KPBQ-FM
- Pine Bluff, Arkansas; United States;
- Frequency: 101.3 MHz
- Branding: Q Country 101

Programming
- Format: Country music

Ownership
- Owner: Community Broadcast Group Inc.; (M.R.S. Ventures, Inc.);
- Sister stations: KOTN; KZYP; KCLA;

History
- First air date: 1992
- Last air date: 2007

Technical information
- Licensing authority: FCC
- Facility ID: 52619
- Class: C3
- ERP: 25,000 watts
- HAAT: 100 meters (330 ft)
- Transmitter coordinates: 34°3′58″N 91°57′36″W﻿ / ﻿34.06611°N 91.96000°W

Links
- Public license information: Public file; LMS;

= KPBQ-FM =

KPBQ-FM (101.3 FM) was an American radio station licensed to serve Pine Bluff, Arkansas, United States. The station was owned by Community Broadcast Group Inc. and licensed to M.R.S. Ventures, Inc.

The station was assigned the KPBQ-FM call letters by the Federal Communications Commission on February 14, 1989. Until it went off the air for good in early 2007, the station had most recently broadcast a country music format branded as "Q Country 101".

==Ownership==
In April 2002, Tyler, Texas, based Community Broadcast Group Inc., through its MRS Ventures subsidiary, purchased four Pine Bluff radio stations from SeArk Radio and Delta Radio of Pine Bluff. Delta Radio, owned by W.M. "Buddy" and Helen Deane, sold AM station KOTN. SeArk Radio, owned by their daughter Dawn Deane, sold FM stations KPBQ-FM and KZYP plus AM station KCLA. KOTN sold for a reported $350,000 and the other three sold for a combined $1.05 million.

Buddy Deane bought his first radio station, KOTN, in 1960 and moved from Baltimore, Maryland, where he had hosted a dance-show known as The Buddy Deane Show, in 1964. (This show was parodied as the Corny Collins Show by John Waters in the film Hairspray.) Deane retired from broadcasting in May 2003 after completing the sale of his family's radio stations. He died in July 2003.

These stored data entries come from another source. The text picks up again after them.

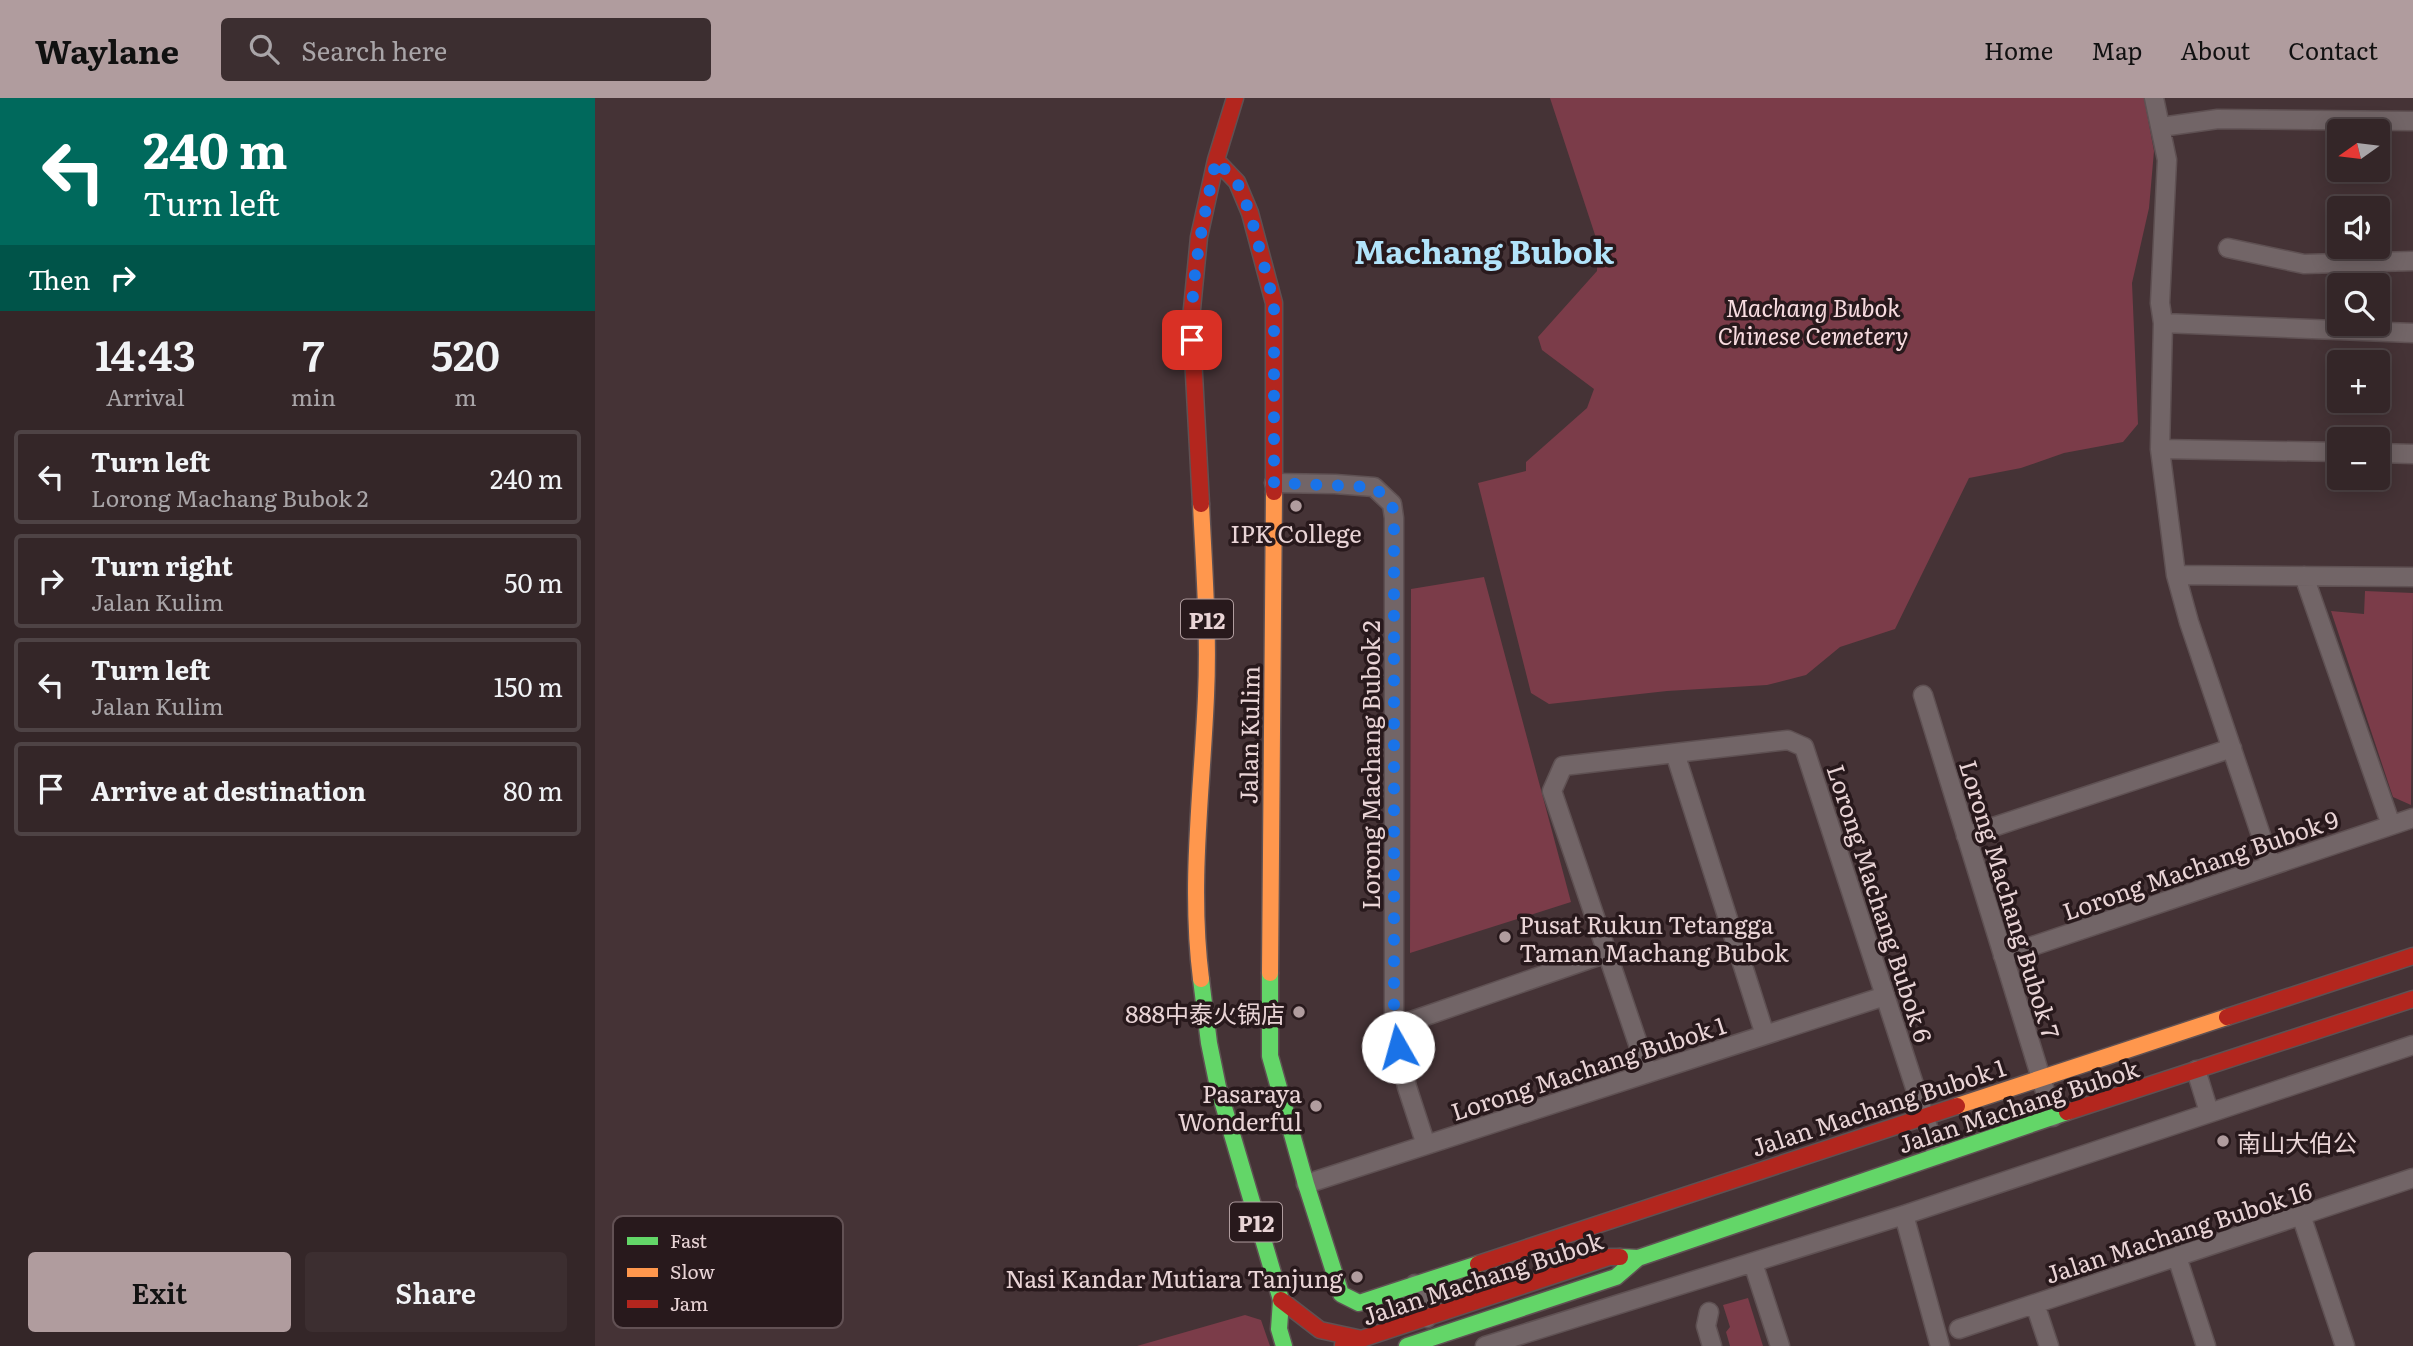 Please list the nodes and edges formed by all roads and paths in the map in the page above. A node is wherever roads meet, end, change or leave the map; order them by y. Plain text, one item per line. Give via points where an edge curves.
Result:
1 (1235, 98) edge
2 (2154, 98) edge
3 (2413, 121) edge
4 (2161, 127) junction
5 (1216, 160) junction
6 (2228, 248) dead end
7 (2413, 261) edge
8 (2162, 323) junction
9 (2413, 333) edge
10 (2160, 449) junction
11 (2327, 452) edge
12 (2390, 453) edge
13 (2413, 454) edge
14 (1274, 483) junction
15 (2176, 575) junction
16 (2304, 576) junction
17 (2413, 577) edge
18 (1923, 695) dead end
19 (2232, 748) junction
20 (1675, 753) junction
21 (2413, 818) edge
22 (2391, 825) junction
23 (1966, 836) junction
24 (2271, 865) junction
25 (1607, 953) junction
26 (2003, 956) junction
27 (2413, 956) edge
28 (1885, 996) junction
29 (2413, 999) edge
30 (1394, 1027) junction
31 (1765, 1035) junction
32 (2413, 1045) edge
33 (2196, 1070) junction
34 (1648, 1073) junction
35 (2041, 1078) junction
36 (2209, 1112) junction
37 (1925, 1116) junction
38 (2053, 1117) junction
39 (1426, 1145) junction
40 (1937, 1155) junction
41 (2413, 1178) edge
42 (1306, 1184) junction
43 (1905, 1215) junction
44 (2301, 1215) junction
45 (2177, 1257) junction
46 (1609, 1258) junction
47 (1638, 1258) junction
48 (1753, 1263) junction
49 (1616, 1277) junction
50 (1415, 1284) junction
51 (1281, 1300) junction
52 (1359, 1303) joint
53 (1624, 1303) junction
54 (2035, 1304) junction
55 (1709, 1312) dead end
56 (1302, 1318) junction
57 (1427, 1318) junction
58 (1959, 1329) dead end
59 (1362, 1339) junction
60 (1285, 1346) edge
61 (1310, 1346) edge
62 (1340, 1346) edge
63 (1407, 1346) edge
64 (1485, 1346) edge
65 (1712, 1346) edge
66 (1780, 1346) edge
67 (1940, 1346) edge
68 (2049, 1346) edge
69 (2206, 1346) edge
70 (2345, 1346) edge

1 - 5 main road, Jalan Kulim / P12
2 - 4 street
3 - 4 street via 2218,119
4 - 8 street via 2167,160
5 - 14 main road, Jalan Kulim via 1237,182 1250,213 1274,303
5 - 51 main road, Jalan Kulim / P12 via 1199,237 1191,319 1208,634 1196,832 1197,947 1218,1087
6 - 7 street via 2304,264
8 - 9 street
8 - 10 street
10 - 11 street
10 - 15 street
12 - 13 street
14 - 30 street, Lorong Machang Bubok 2 via 1374,487 1392,504
14 - 42 main road, Jalan Kulim via 1270,1056
15 - 16 street
15 - 19 street
16 - 17 street
16 - 22 street
18 - 23 street, Lorong Machang Bubok 7
19 - 23 street
19 - 24 street
20 - 25 street via 1563,766 1552,791
20 - 28 street, Lorong Machang Bubok 6 via 1788,740 1804,747
20 - 31 street
21 - 22 street, Lorong Machang Bubok 9
22 - 24 street, Lorong Machang Bubok 9
23 - 26 street, Lorong Machang Bubok 7
24 - 26 street, Lorong Machang Bubok 9
25 - 30 street
25 - 34 street
26 - 35 street, Lorong Machang Bubok 7
27 - 35 main road, Jalan Machang Bubok 1
28 - 31 street, Lorong Machang Bubok 1
28 - 37 street, Lorong Machang Bubok 6
29 - 33 main road, Jalan Machang Bubok
30 - 39 street, Lorong Machang Bubok 2
31 - 34 street, Lorong Machang Bubok 1
32 - 36 street
33 - 36 street
33 - 38 main road, Jalan Machang Bubok
34 - 39 street, Lorong Machang Bubok 1
35 - 37 main road, Jalan Machang Bubok 1
35 - 38 street, Lorong Machang Bubok 7
36 - 43 street
37 - 40 street, Lorong Machang Bubok 6
37 - 50 main road, Jalan Machang Bubok 1
38 - 40 main road, Jalan Machang Bubok
39 - 42 street, Lorong Machang Bubok 1
40 - 47 main road, Jalan Machang Bubok
41 - 44 street, Jalan Machang Bubok 16
42 - 52 main road, Jalan Kulim via 1341,1294
43 - 48 street
43 - 67 street
44 - 45 street, Jalan Machang Bubok 16
44 - 70 street
45 - 54 street, Jalan Machang Bubok 16
45 - 69 street
46 - 47 main road, Jalan Machang Bubok
46 - 49 street
46 - 57 main road, Jalan Machang Bubok
47 - 49 main road, Jalan Machang Bubok
48 - 53 street
48 - 66 street
49 - 53 street
49 - 63 main road, Jalan Machang Bubok
50 - 52 main road, Jalan Machang Bubok 1
50 - 57 street
51 - 56 main road
51 - 60 main road, Jalan Kulim / P12 via 1279,1329
53 - 64 street
54 - 58 street, Jalan Machang Bubok 16
54 - 68 street
55 - 65 street via 1706,1326
56 - 59 main road via 1320,1330
56 - 61 main road
57 - 59 main road, Jalan Machang Bubok
59 - 62 main road, Jalan Machang Bubok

In June 2006, the station's owner, Jerry D. Russell, suffered a stroke. The station was being operated by another broadcaster, Hodges Broadcasting LLC, under a local marketing agreement but that operator was unable to obtain the financing to purchase the station. With Hodges gone and Russell unable to operate the station himself, KPBQ-FM went off the air for good in early 2007. In a February 2011 letter to the FCC, the owner indicated that he was surrendering the station's broadcast license as well as the licenses for ten sister stations in similar dire circumstances. On May 2, 2011, the station's license was cancelled and the KPBQ-FM call sign assignment was deleted permanently from the FCC database.